• What is expected:
Search the records for the word "Sanford" and copy each line in which it appears.

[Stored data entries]
--- START ---
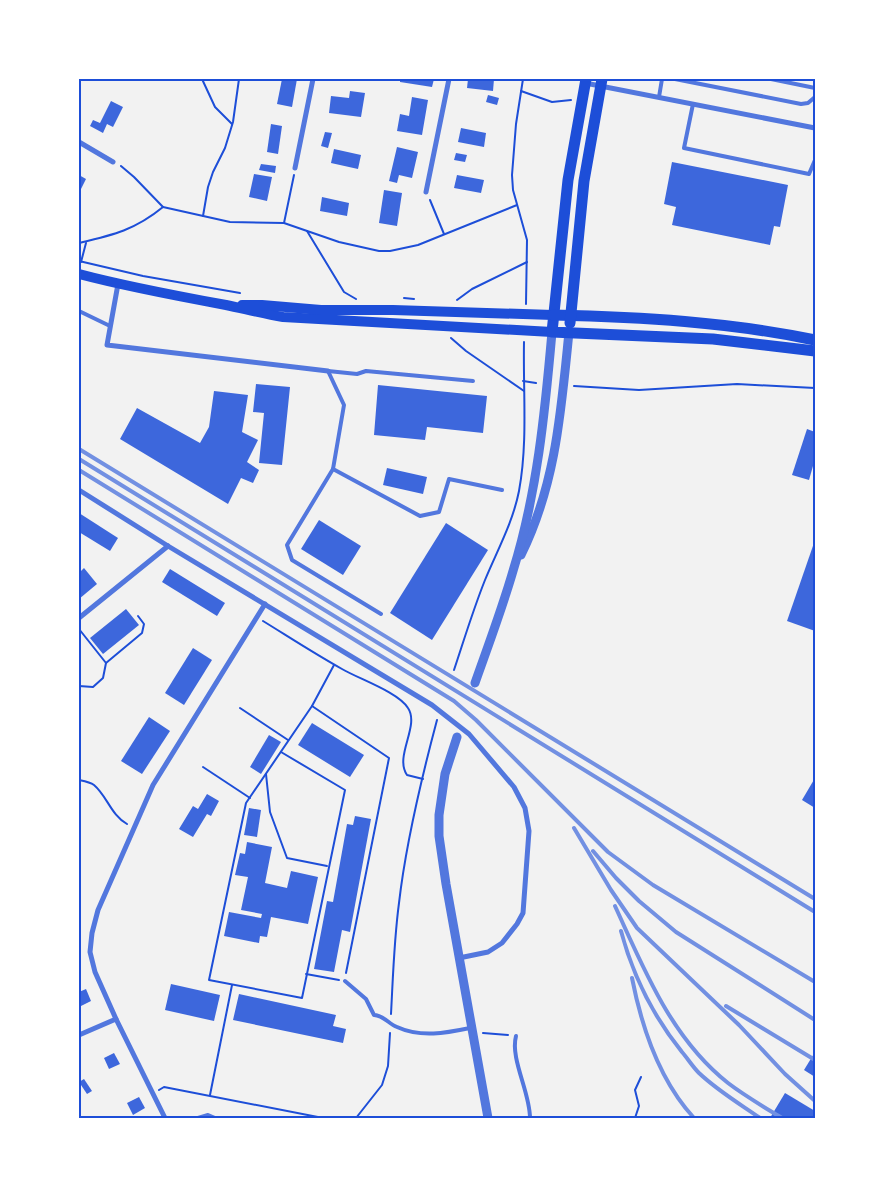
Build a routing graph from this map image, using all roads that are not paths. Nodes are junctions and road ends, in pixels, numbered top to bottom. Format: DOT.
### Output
graph roads {
  1 [pos="312,79"];
  2 [pos="448,79"];
  3 [pos="662,79"];
  4 [pos="675,79"];
  5 [pos="771,79"];
  6 [pos="585,81"];
  7 [pos="601,82"];
  8 [pos="815,88"];
  9 [pos="659,97"];
  10 [pos="815,97"];
  11 [pos="693,104"];
  12 [pos="815,128"];
  13 [pos="79,142"];
  14 [pos="815,160"];
  15 [pos="113,162"];
  16 [pos="295,168"];
  17 [pos="426,192"];
  18 [pos="79,274"];
  19 [pos="118,284"];
  20 [pos="228,306"];
  21 [pos="79,311"];
  22 [pos="553,315"];
  23 [pos="571,316"];
  24 [pos="110,326"];
  25 [pos="552,332"];
  26 [pos="569,332"];
  27 [pos="815,340"];
  28 [pos="815,351"];
  29 [pos="328,371"];
  30 [pos="473,381"];
  31 [pos="333,469"];
  32 [pos="79,490"];
  33 [pos="502,490"];
  34 [pos="168,546"];
  35 [pos="514,570"];
  36 [pos="265,604"];
  37 [pos="381,614"];
  38 [pos="79,618"];
  39 [pos="476,683"];
  40 [pos="456,737"];
  41 [pos="459,958"];
  42 [pos="345,981"];
  43 [pos="116,1019"];
  44 [pos="473,1028"];
  45 [pos="79,1035"];
  46 [pos="516,1036"];
  47 [pos="165,1118"];
  48 [pos="198,1118"];
  49 [pos="215,1118"];
  50 [pos="488,1118"];
  51 [pos="530,1118"];
  1 -- 16 [label="street"];
  2 -- 17 [label="street"];
  3 -- 9 [label="lane"];
  4 -- 10 [label="lane"];
  5 -- 8 [label="lane"];
  6 -- 7 [label="street"];
  6 -- 22 [label="main road"];
  7 -- 9 [label="street"];
  7 -- 23 [label="main road"];
  9 -- 11 [label="street"];
  11 -- 12 [label="street"];
  11 -- 14 [label="lane"];
  13 -- 15 [label="street"];
  18 -- 19 [label="main road"];
  19 -- 20 [label="main road"];
  19 -- 24 [label="street"];
  20 -- 22 [label="main road"];
  20 -- 25 [label="main road"];
  21 -- 24 [label="lane"];
  22 -- 23 [label="main road"];
  22 -- 25 [label="main road"];
  23 -- 26 [label="main road"];
  23 -- 27 [label="main road"];
  24 -- 29 [label="street"];
  25 -- 26 [label="main road"];
  25 -- 35 [label="street"];
  26 -- 28 [label="main road"];
  26 -- 35 [label="street"];
  29 -- 30 [label="lane"];
  29 -- 31 [label="lane"];
  31 -- 33 [label="lane"];
  31 -- 37 [label="lane"];
  32 -- 34 [label="street"];
  34 -- 36 [label="street"];
  34 -- 38 [label="street"];
  35 -- 39 [label="street"];
  36 -- 41 [label="street"];
  36 -- 43 [label="street"];
  40 -- 41 [label="street"];
  41 -- 44 [label="street"];
  42 -- 44 [label="lane"];
  43 -- 45 [label="street"];
  43 -- 47 [label="street"];
  44 -- 50 [label="street"];
  46 -- 51 [label="lane"];
  48 -- 49 [label="lane"];
}
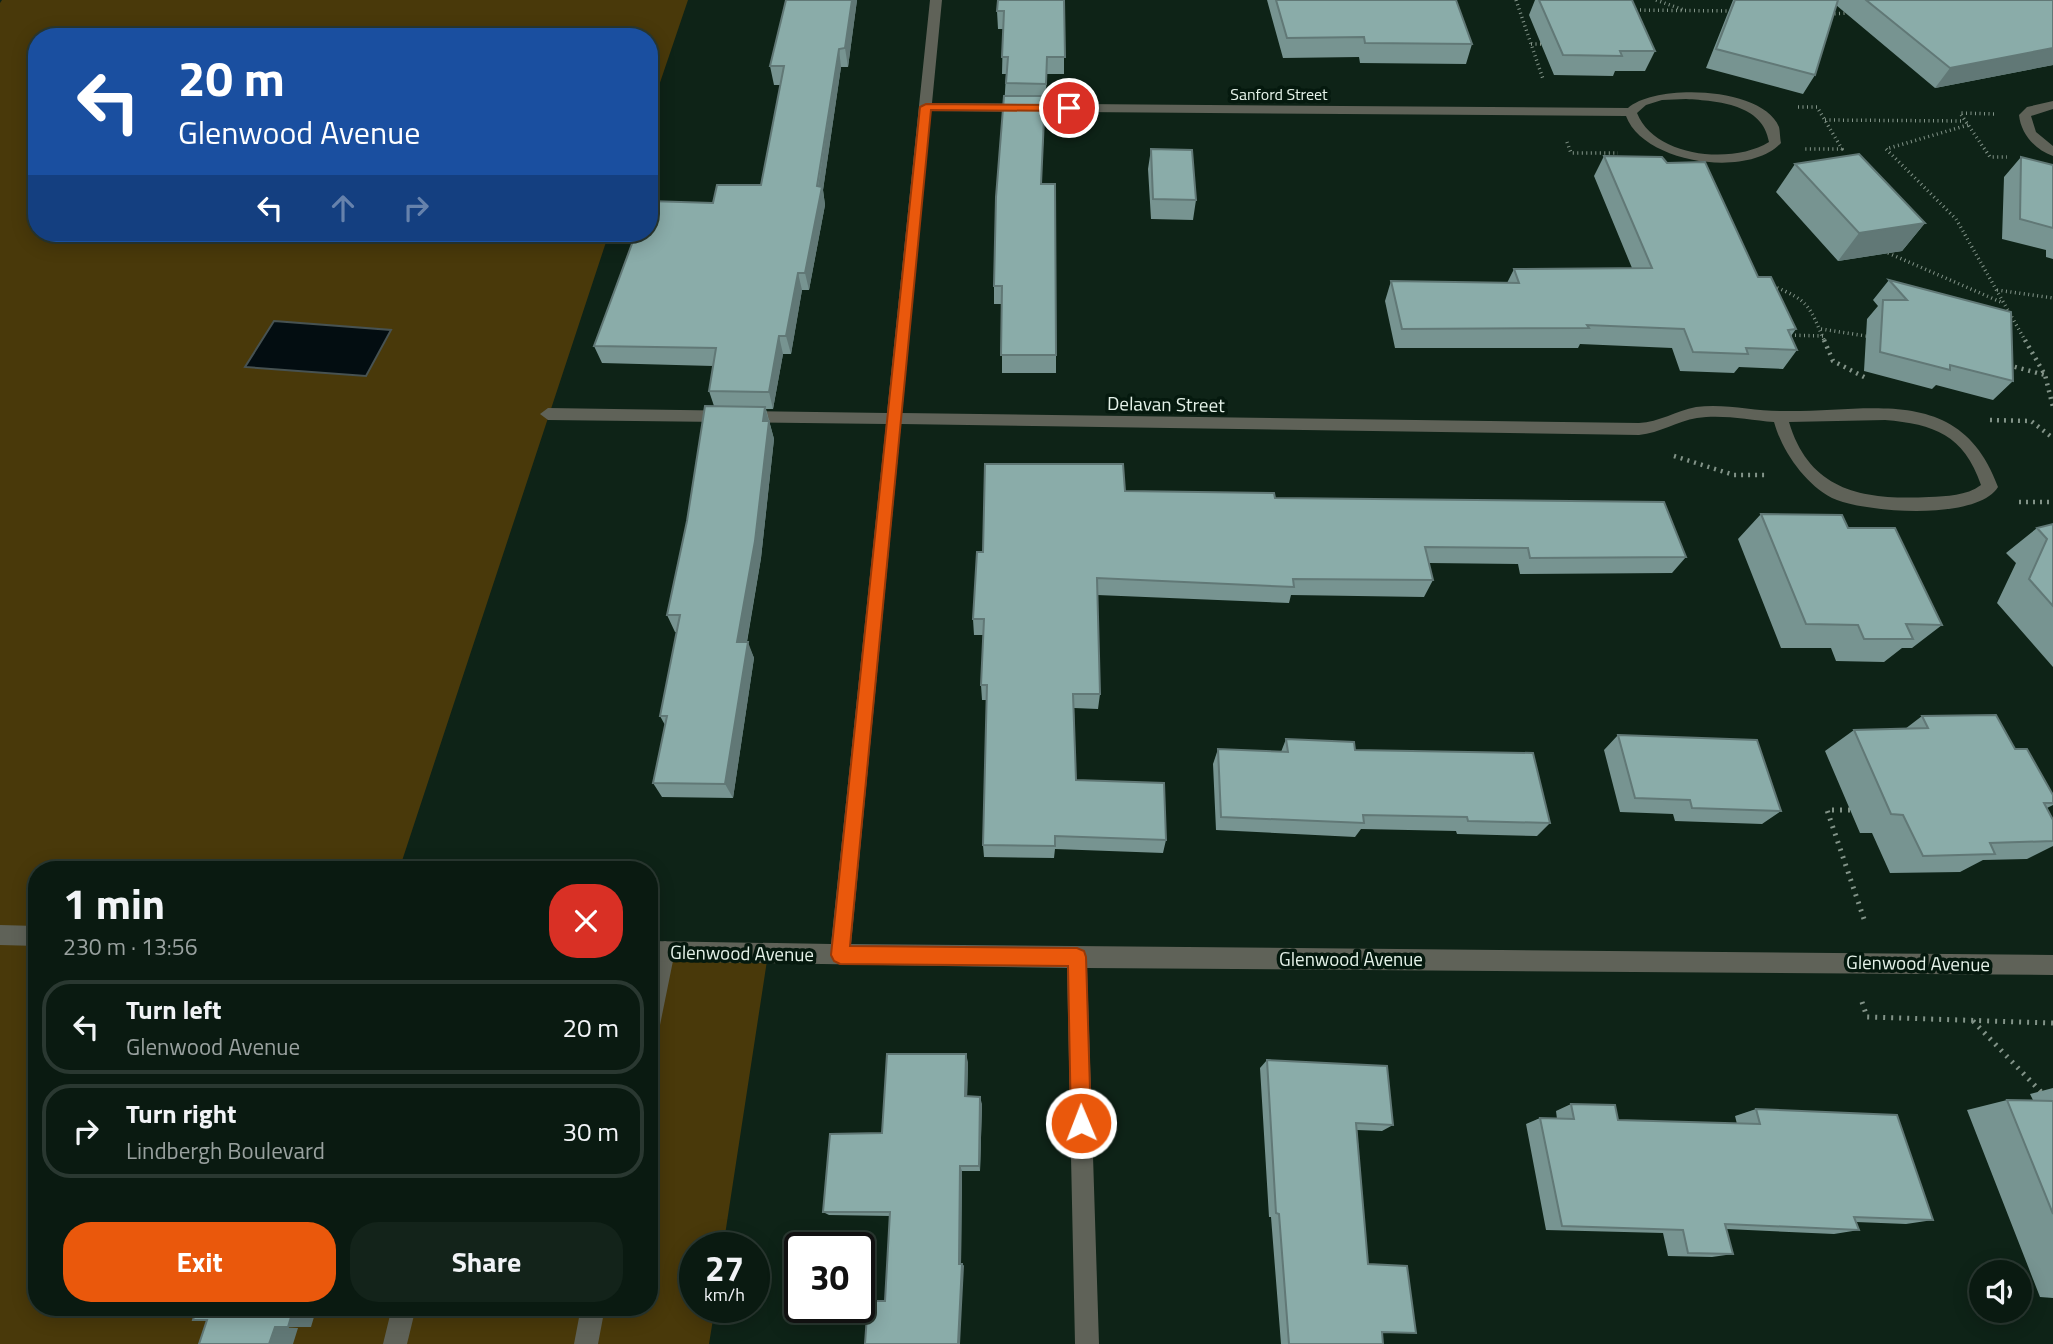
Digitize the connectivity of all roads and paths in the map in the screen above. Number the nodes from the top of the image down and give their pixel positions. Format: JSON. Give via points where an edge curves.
{"nodes":[{"id":1,"x":936,"y":0,"type":"edge"},
{"id":2,"x":1516,"y":0,"type":"edge"},
{"id":3,"x":1656,"y":0,"type":"edge"},
{"id":4,"x":1630,"y":10,"type":"edge"},
{"id":5,"x":1685,"y":10,"type":"junction"},
{"id":6,"x":1735,"y":11,"type":"edge"},
{"id":7,"x":1858,"y":13,"type":"dead end"},
{"id":8,"x":1820,"y":15,"type":"edge"},
{"id":9,"x":1531,"y":44,"type":"junction"},
{"id":10,"x":1541,"y":44,"type":"dead end"},
{"id":11,"x":2053,"y":105,"type":"edge"},
{"id":12,"x":926,"y":107,"type":"junction"},
{"id":13,"x":1554,"y":111,"type":"junction"},
{"id":14,"x":1631,"y":112,"type":"junction"},
{"id":15,"x":1825,"y":120,"type":"dead end"},
{"id":16,"x":2053,"y":152,"type":"edge"},
{"id":17,"x":1888,"y":253,"type":"edge"},
{"id":18,"x":1762,"y":282,"type":"edge"},
{"id":19,"x":1996,"y":290,"type":"junction"},
{"id":20,"x":2053,"y":298,"type":"edge"},
{"id":21,"x":2004,"y":303,"type":"junction"},
{"id":22,"x":1821,"y":329,"type":"junction"},
{"id":23,"x":1784,"y":335,"type":"edge"},
{"id":24,"x":1824,"y":336,"type":"junction"},
{"id":25,"x":1866,"y":336,"type":"dead end"},
{"id":26,"x":2004,"y":364,"type":"edge"},
{"id":27,"x":2045,"y":375,"type":"junction"},
{"id":28,"x":1879,"y":385,"type":"dead end"},
{"id":29,"x":2053,"y":407,"type":"edge"},
{"id":30,"x":548,"y":414,"type":"dead end"},
{"id":31,"x":1781,"y":417,"type":"junction"},
{"id":32,"x":894,"y":420,"type":"junction"},
{"id":33,"x":1981,"y":420,"type":"dead end"},
{"id":34,"x":2053,"y":438,"type":"edge"},
{"id":35,"x":1850,"y":810,"type":"dead end"},
{"id":36,"x":1865,"y":922,"type":"dead end"},
{"id":37,"x":0,"y":935,"type":"edge"},
{"id":38,"x":28,"y":936,"type":"edge"},
{"id":39,"x":658,"y":951,"type":"edge"},
{"id":40,"x":840,"y":955,"type":"junction"},
{"id":41,"x":1077,"y":957,"type":"junction"},
{"id":42,"x":1847,"y":963,"type":"junction"},
{"id":43,"x":2053,"y":965,"type":"edge"},
{"id":44,"x":1972,"y":1020,"type":"junction"},
{"id":45,"x":2053,"y":1023,"type":"edge"},
{"id":46,"x":2043,"y":1094,"type":"dead end"},
{"id":47,"x":402,"y":1316,"type":"edge"},
{"id":48,"x":591,"y":1316,"type":"edge"},
{"id":49,"x":396,"y":1344,"type":"edge"},
{"id":50,"x":586,"y":1344,"type":"edge"},
{"id":51,"x":1087,"y":1344,"type":"edge"}],
"edges":[{"from":1,"to":12,"type":"street"},
{"from":2,"to":9,"type":"path"},
{"from":3,"to":5,"type":"path"},
{"from":4,"to":5,"type":"path"},
{"from":5,"to":6,"type":"path"},
{"from":7,"to":8,"type":"path"},
{"from":9,"to":10,"type":"path"},
{"from":9,"to":13,"type":"path"},
{"from":11,"to":16,"type":"street","via":[[2025,115],[2030,134]]},
{"from":12,"to":13,"type":"street","name":"Sanford Street"},
{"from":12,"to":32,"type":"street"},
{"from":13,"to":14,"type":"street","name":"Sanford Street"},
{"from":14,"to":14,"type":"street","name":"Sanford Street","via":[[1635,123],[1653,140],[1687,155],[1741,157],[1763,153],[1775,143],[1772,124],[1760,114],[1717,96],[1670,97],[1638,104]]},
{"from":15,"to":19,"type":"path","via":[[1967,123],[1886,149],[1951,213]]},
{"from":17,"to":21,"type":"path"},
{"from":18,"to":22,"type":"path","via":[[1803,299]]},
{"from":19,"to":20,"type":"path"},
{"from":19,"to":21,"type":"path"},
{"from":21,"to":27,"type":"path"},
{"from":22,"to":24,"type":"path"},
{"from":22,"to":25,"type":"path"},
{"from":23,"to":24,"type":"path"},
{"from":24,"to":28,"type":"path","via":[[1833,361]]},
{"from":26,"to":27,"type":"path"},
{"from":27,"to":29,"type":"path"},
{"from":30,"to":32,"type":"street","name":"Delavan Street"},
{"from":31,"to":31,"type":"street","name":"Delavan Street","via":[[1786,435],[1811,472],[1851,500],[1888,506],[1953,502],[1985,493],[1990,487],[1965,443],[1940,424],[1898,416]]},
{"from":31,"to":32,"type":"street","name":"Delavan Street","via":[[1696,413],[1653,429]]},
{"from":32,"to":40,"type":"street"},
{"from":33,"to":34,"type":"path","via":[[2031,421]]},
{"from":35,"to":36,"type":"path","via":[[1827,810]]},
{"from":37,"to":38,"type":"street"},
{"from":39,"to":40,"type":"street","name":"Glenwood Avenue"},
{"from":40,"to":41,"type":"street","name":"Glenwood Avenue"},
{"from":41,"to":42,"type":"street","name":"Glenwood Avenue"},
{"from":41,"to":51,"type":"street"},
{"from":42,"to":43,"type":"street","name":"Glenwood Avenue"},
{"from":42,"to":44,"type":"path","via":[[1867,1017]]},
{"from":44,"to":45,"type":"path"},
{"from":44,"to":46,"type":"path"},
{"from":47,"to":49,"type":"street"},
{"from":48,"to":50,"type":"street"}]}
--- END ---
• Response to the task:
{"from":12,"to":13,"type":"street","name":"Sanford Street"},
{"from":13,"to":14,"type":"street","name":"Sanford Street"},
{"from":14,"to":14,"type":"street","name":"Sanford Street","via":[[1635,123],[1653,140],[1687,155],[1741,157],[1763,153],[1775,143],[1772,124],[1760,114],[1717,96],[1670,97],[1638,104]]},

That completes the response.